I grew up surrounded by really strong, confident women.  They were warm, and kind, and funny.  They worked incredibly hard, and weren't afraid to roll up their sleeves and get their hands dirty.  Also, they didn't put up with any s*#t.  But the best part is that they were my family.  And I always knew that they believed in me and thought I was strong too.

So now, I have a really strong desire for my children to grow up not only believing that I'm strong and capable, but that all women are.  However, I'm scared that they won't and it will be all my fault.  I'm scared that they won't view women as strong and independent, because they won't see me as such.  This fear pops up occasionally and usually with a few common triggers:  1)  The evening hours, the empty time between the end of the work day and dinner and 2)  When Jaron travels.

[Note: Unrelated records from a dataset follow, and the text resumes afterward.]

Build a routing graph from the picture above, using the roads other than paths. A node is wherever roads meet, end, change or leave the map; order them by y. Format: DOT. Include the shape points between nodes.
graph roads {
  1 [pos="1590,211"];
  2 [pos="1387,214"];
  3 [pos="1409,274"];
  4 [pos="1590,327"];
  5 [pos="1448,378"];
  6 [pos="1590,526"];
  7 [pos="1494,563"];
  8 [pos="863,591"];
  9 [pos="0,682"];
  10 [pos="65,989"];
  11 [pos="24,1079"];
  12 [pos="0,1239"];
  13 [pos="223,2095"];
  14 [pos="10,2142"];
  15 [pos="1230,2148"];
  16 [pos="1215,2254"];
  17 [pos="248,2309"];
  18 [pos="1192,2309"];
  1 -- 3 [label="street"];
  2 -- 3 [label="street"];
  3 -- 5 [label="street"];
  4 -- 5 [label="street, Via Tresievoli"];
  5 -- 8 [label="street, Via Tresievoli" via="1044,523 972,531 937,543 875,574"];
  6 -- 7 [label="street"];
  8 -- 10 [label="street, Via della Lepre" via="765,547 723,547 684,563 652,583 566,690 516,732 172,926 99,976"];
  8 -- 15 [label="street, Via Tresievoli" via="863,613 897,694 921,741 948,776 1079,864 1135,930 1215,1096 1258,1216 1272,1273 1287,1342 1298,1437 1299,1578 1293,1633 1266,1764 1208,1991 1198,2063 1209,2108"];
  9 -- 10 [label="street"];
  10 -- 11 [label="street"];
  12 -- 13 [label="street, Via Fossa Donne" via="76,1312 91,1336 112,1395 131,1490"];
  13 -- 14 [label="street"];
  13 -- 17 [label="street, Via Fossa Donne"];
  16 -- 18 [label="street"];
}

Certain days, between the hours of 5pm and 6pm, can be really rough for me.  And I hate to admit that.  I feel so weak when this happens, but is this not the most terrible time of the day for anyone else?!  I could have even had the best day with Emmitt and Cora... maybe we were doing a puzzle or playing an incredible game of make-believe, laughing and smiling moments before, but it always seems to go completely downhill like clockwork.  And then I'm real ready to not be the sole person responsible for those angry kiddos.  Also, I'd love to go to the bathroom by myself, if it's not too much to ask.  And thus begins my downward spiral into catastrophizing.  I start what I have recently begun to refer to as 'desperate texting' my poor husband.  It's possible that I gently, calmly, and coolly ask his ETA, but if he's not pulling into the driveway, like stat, then I start frantically texting about all the stressful things happening at the moment, because everything and everyone are the absolute worst right then!  I do this sometimes when Jaron is out of town too.  I really hate when I do it.  In fact, I loathe myself, and feel pathetic and ungrateful for the things that I truly love.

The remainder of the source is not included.